A walk inthe woods...

Testing a travois
We are having unseasonably warm weather in Arkansas and today we had an unusual high temperature in the 60s F. This AM I took my chain saw into the woods to clear our nature trail and prepare it for short hikes with my first, second and third grade students who are studying American Indians in class. They've made dioramas in boxes made in wood shop, built a small teepee in their classroom campus and studied tribes from all across the US.

Playing horse... or dog. Men and women also pulled travois.
Tarrah went in the cave to the end, touched the wall and came out
While we have a forested area of the main campus, it is overrun with kids. And when they get out of class and are permitted to go in the woods, the children are whooping savages in comparison to the more reverent way we would like them to address the woods and wilderness.

Today my experiment was be to get them to walk more carefully, more quietly, and with greater sensitivity through the woods, with greater attention paid to observation and reflection. Do you know how difficult it has become to be silent? To have the capacity to maintain silent focus, to be still  in mind and body is of immense value. To listen, to observe closely, unimpaired by the chattering monkey mind can be the way new insights emerge, and can offer a path to transcendent understanding.

I believe that the internet age has made things worse for all of us. We are in a hurry for our information, and read only part way through things before we frame our response. For instance, this morning I got an email from a reader of my book Simply Beautiful Boxes. He is a very capable cabinet maker but had not understood a sequence of photos which he could have understood if he had read the text.  Also, I got a response to an email in which the correspondent had missed the primary point my earlier message had made. If our minds are too full of constant chatter, there is no-one listening, and there is no capacity for observation. How can we listen if we are full of ourselves?  And so there is a need to slow things down.  A walk in the woods can do that.

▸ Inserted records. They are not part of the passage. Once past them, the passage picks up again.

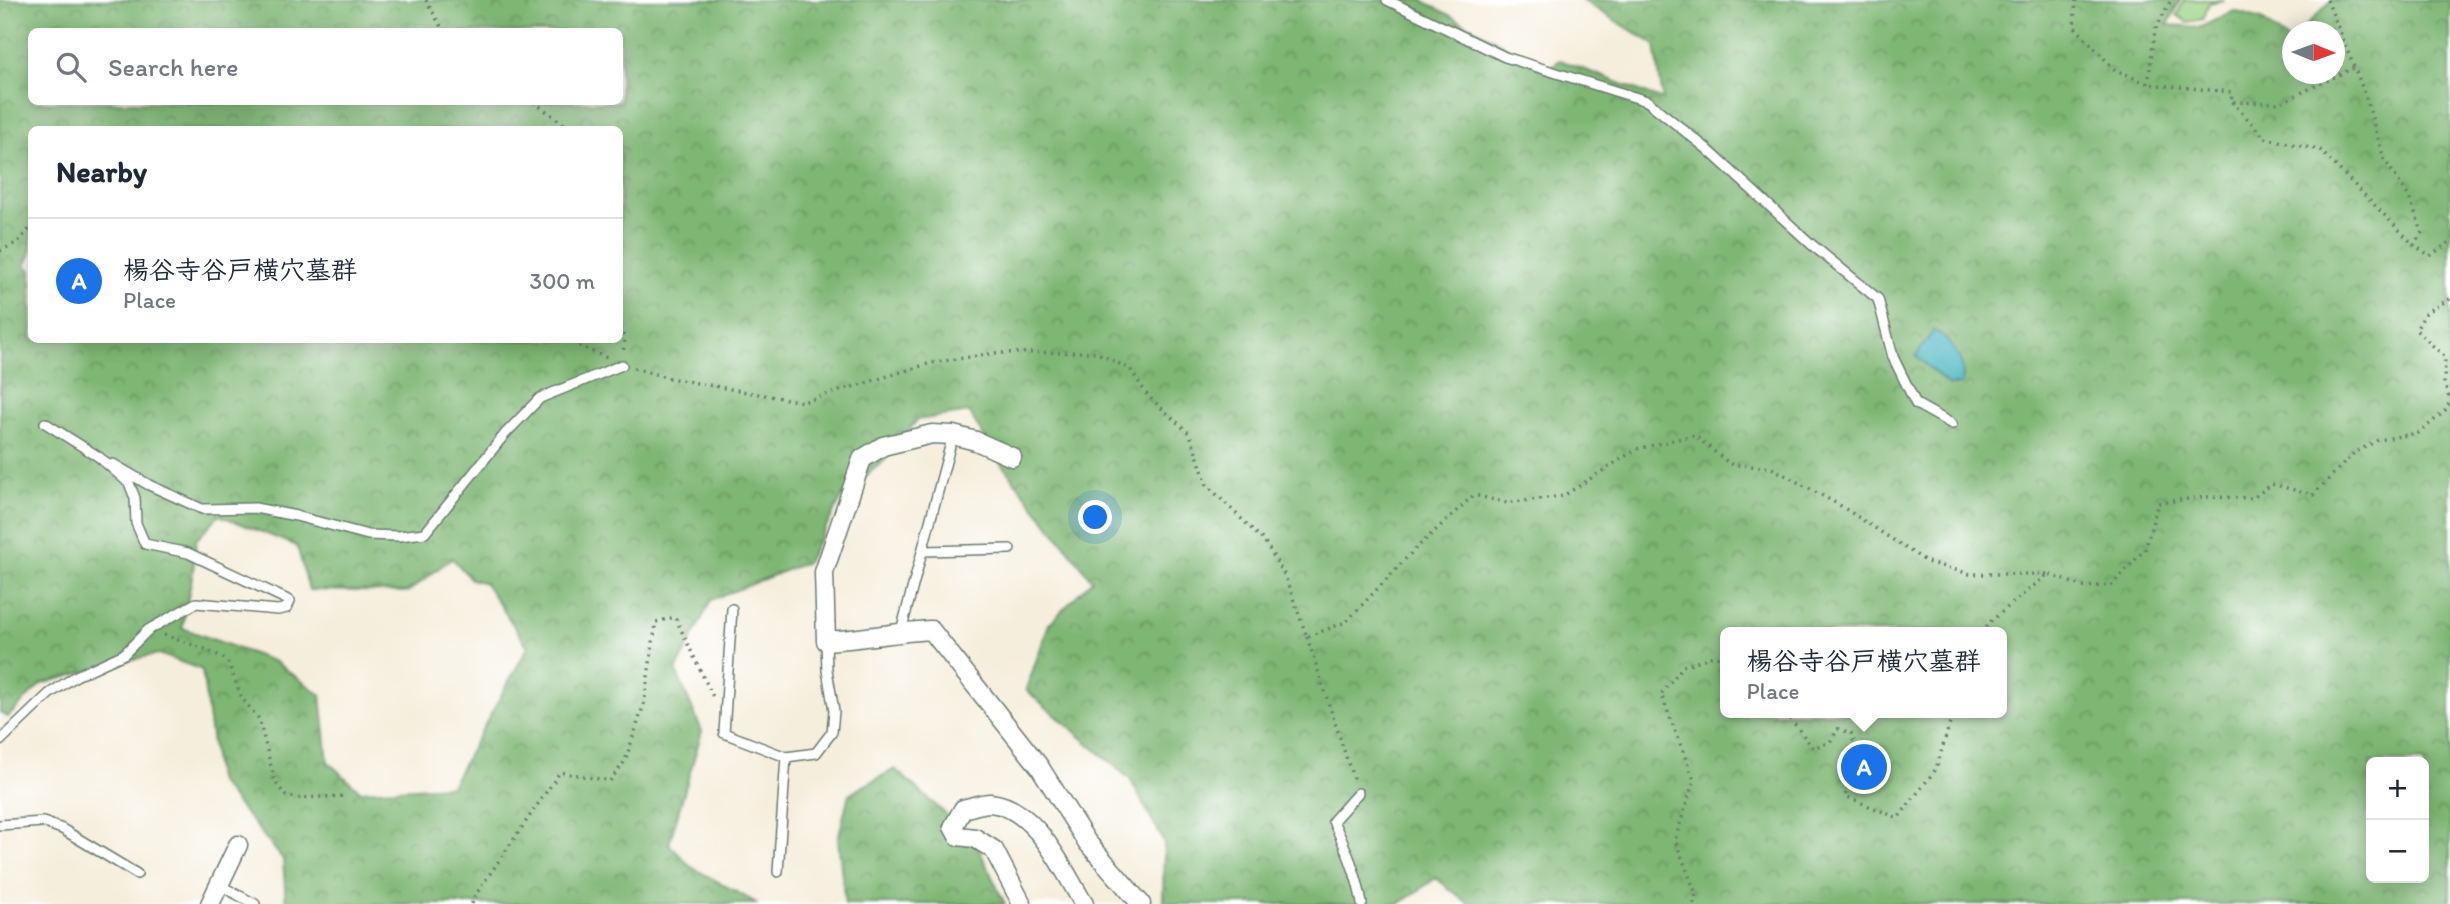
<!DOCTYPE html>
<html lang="en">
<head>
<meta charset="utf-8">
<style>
	:root { --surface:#fff; --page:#f6f6f7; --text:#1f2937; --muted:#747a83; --line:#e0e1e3; --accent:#1a73e8 }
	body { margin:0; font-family:Itim,"Klee One",sans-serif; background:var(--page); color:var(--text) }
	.controls { position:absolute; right:21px; bottom:21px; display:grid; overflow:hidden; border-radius:10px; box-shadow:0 4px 18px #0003 }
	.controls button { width:63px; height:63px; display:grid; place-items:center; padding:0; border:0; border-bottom:2px solid var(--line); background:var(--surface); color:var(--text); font:35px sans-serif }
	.compass { position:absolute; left:2282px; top:21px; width:63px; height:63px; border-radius:50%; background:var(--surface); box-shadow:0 4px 18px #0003; rotate:91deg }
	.you { position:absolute; left:1096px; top:518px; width:24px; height:24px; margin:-18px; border:5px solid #fff; border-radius:50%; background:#1a73e8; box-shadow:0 0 0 10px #1a73e833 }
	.badge { display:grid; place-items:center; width:46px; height:46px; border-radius:50%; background:var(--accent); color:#fff; font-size:23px; font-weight:700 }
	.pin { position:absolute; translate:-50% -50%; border:4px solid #fff; box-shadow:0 2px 7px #0006 }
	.popup { position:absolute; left:1720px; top:627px; width:287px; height:91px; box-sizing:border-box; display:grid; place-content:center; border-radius:10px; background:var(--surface); filter:drop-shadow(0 2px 5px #0005); font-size:23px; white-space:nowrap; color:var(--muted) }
	.popup b { font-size:26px; color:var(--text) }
	.popup::after { content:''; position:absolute; left:50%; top:100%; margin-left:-14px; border:14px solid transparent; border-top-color:var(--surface) }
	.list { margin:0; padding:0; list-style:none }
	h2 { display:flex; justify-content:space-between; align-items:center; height:91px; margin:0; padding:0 28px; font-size:30px }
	h2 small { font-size:23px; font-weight:400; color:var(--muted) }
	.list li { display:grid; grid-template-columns:46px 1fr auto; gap:21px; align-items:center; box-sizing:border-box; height:126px; padding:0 28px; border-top:2px solid var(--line) }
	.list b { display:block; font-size:26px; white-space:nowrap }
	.list p { margin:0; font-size:23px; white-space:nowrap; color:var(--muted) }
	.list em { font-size:23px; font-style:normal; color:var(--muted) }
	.icon { flex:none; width:38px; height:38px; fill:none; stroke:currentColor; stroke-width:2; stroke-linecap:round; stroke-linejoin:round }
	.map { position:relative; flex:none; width:2450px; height:904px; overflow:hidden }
	.search { position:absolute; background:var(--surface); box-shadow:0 4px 18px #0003; left:28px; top:28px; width:595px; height:77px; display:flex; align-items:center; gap:18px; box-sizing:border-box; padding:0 24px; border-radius:10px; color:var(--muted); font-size:26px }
	.panel { position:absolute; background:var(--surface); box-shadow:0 4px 18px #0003; left:28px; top:126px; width:595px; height:217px; border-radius:10px }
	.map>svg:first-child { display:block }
	.green { fill:#9dd486; stroke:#5e885d; stroke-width:2 }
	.forest { fill:url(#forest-crowns); stroke:#4e7a54; stroke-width:2; fill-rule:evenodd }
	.water { fill:#41b0bd; stroke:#307678; stroke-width:2 }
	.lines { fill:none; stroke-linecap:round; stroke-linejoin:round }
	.service-casing { stroke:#6a7b6f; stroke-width:12 }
	.minor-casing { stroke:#6a7b6f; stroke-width:21 }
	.path { stroke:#6a7b6f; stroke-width:3.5; stroke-dasharray:2 5; stroke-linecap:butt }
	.service { stroke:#fff; stroke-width:9 }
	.minor { stroke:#fff; stroke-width:18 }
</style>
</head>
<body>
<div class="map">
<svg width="2450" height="904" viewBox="0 0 2450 904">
	<defs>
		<pattern id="forest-crowns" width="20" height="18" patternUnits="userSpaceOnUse" patternTransform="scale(1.75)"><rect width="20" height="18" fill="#7eb673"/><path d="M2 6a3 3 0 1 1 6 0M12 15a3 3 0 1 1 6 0" fill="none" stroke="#67955f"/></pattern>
	</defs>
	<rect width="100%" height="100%" fill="#fff"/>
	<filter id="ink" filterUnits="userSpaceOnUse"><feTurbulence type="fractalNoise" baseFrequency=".0143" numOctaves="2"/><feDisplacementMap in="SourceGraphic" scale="14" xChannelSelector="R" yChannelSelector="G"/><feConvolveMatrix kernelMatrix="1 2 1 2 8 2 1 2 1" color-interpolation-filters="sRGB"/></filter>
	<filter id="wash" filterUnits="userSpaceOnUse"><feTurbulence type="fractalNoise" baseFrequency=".00686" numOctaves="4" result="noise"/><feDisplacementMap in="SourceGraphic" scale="28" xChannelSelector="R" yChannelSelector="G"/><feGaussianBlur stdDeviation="1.57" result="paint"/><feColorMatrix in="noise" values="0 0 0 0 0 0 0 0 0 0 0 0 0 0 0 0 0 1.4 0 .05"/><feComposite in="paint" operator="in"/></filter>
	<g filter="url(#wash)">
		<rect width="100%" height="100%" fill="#f5eedc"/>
		<path class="green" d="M2184,0H2225L2209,3L2203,19L2187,22L2177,15Z"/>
		<path class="forest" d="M0,0H1422L1504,45L1545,72L1560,60L1663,100L1655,45L1582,0H2180L2168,25L2201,27L2234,11L2261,19L2290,42L2292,40V74H2334V32L2301,31L2332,0H2450V904H1469L1436,878L1399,904H1163L1164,842L1130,779L1026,690L1049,624L1092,580L996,457L969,412L917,420L884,461L845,492L807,562L711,600L676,671L702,731L669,844L691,867L758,904H286L283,859L217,780L202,670L159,654L125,661L41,684L8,717L0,713ZM32,32H620V102H32ZM32,130H620V340H32L31,270L25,266L31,253ZM219,515L297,546L309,590L408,592L452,558L471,579L485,583L528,647L451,786L360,791L328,762L321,695L275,662L182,628L193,572L196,540ZM1726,632H2002V713H1726ZM2371,762H2424V878H2371Z
			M895,769L974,839L1005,904H845L838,839L849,794Z"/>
		<path class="water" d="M1934,330C1951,342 1969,363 1961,385H1949L1916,356Z"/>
	</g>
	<g filter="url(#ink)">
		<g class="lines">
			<defs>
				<path id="service" d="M1387,0L1505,57L1647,101L1706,148L1811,244L1878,299L1893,357L1916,404L1952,424
					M113,464L149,485L202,509L255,508L296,516L368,535L399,536L425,533L505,434L540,398L622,365
					M923,551L1010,549
					M732,609L724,733L786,757L816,753L832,732L834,711L827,670L826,641
					M901,631L953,435
					M0,741L49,694L76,676L124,654L148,630L196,603L278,610L287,608L290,601L188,553L145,544L136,523L135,498L129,483L99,457L45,423
					M1358,793L1333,821C1346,848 1357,874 1362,904
					M0,825L43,822L62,829L137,874
					M778,872L786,757
					M219,885L255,904"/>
				<path id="minor" d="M1012,457L976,441L953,435L932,434L883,446L862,459L824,572L826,641C862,639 896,632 931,630L1039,766L1087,842L1141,904
					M210,904L238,845
					M1022,904L994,850L975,838L958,836L953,827L963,809C971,807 982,803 990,803C1036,807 1063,870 1084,904"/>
			</defs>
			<use href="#service" class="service-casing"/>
			<use href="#minor" class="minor-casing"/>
			<path class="path" d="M426,0L444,32
				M2076,0L2074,26L2114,69L2148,84L2231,92L2232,102L2280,103L2355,67
				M2327,0L2365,94L2384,159L2409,197L2422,232L2414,245L2430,256L2450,242
				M2148,84L2155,30L2171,0
				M534,102L572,130
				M2232,102L2265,138L2320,150L2414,245
				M0,251L18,242L32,226
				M2450,299L2426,312L2416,330L2445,357L2444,382L2450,400
				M620,328L625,338L623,353
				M566,340L607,358
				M634,368L669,378L803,402L931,363L996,353L1095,352L1130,369L1148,396L1190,434L1207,485L1265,542L1285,576L1307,637L1346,622L1414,550L1474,495L1507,503L1563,496L1637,449L1694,435L1730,464L1772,468L1841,506L1927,562L1970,574H2048
				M1981,632L1992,620L2048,574L2084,587L2112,585L2145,549L2158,503L2204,497L2253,498L2272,484L2313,495L2354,453L2378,440L2419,433L2445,411L2450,402
				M164,635L208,650L227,660L242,698L259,719L275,782L286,796L298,798L345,796
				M1307,637L1354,781
				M1786,713L1813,748L1830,742L1838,729L1851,733L1858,756L1845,796L1898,818L1936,769L1953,713
				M472,904L474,897L560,772L610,781L625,761L644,704L656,622L675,617L713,697
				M1694,904L1696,894L1675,840L1694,780L1661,694L1683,666L1713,656L1726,657"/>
			<use href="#service" class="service"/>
			<use href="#minor" class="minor"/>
		</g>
	</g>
</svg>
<div class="controls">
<button>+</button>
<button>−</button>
</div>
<svg class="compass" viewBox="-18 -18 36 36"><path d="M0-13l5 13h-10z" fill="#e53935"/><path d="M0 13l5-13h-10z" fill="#747a83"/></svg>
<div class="you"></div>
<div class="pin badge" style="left:1864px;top:767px">A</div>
<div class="popup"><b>楊谷寺谷戸横穴墓群</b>Place</div>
<div class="search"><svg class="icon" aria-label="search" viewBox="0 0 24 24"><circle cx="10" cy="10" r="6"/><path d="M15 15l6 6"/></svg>Search here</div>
<section class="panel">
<h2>Nearby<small></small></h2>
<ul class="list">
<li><span class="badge">A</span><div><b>楊谷寺谷戸横穴墓群</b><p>Place</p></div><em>300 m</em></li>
</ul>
</section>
</div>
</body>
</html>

I asked my students to be silent. I asked them to walk with attention to quiet feet, as though we are on the track of wild game that must not be frightened. That is one of the better lessons we might learn from our nation's tribal heritage. Today they did well. As shown in the photos, we also made a travois, and tested it.

Make, fix and create...

1 comment:

  1. Anonymous9:10 AM

    You are, among other things, teaching mindfulness, which is not an easy job. If your students can begin to learn that, they will learn a very valuable lesson.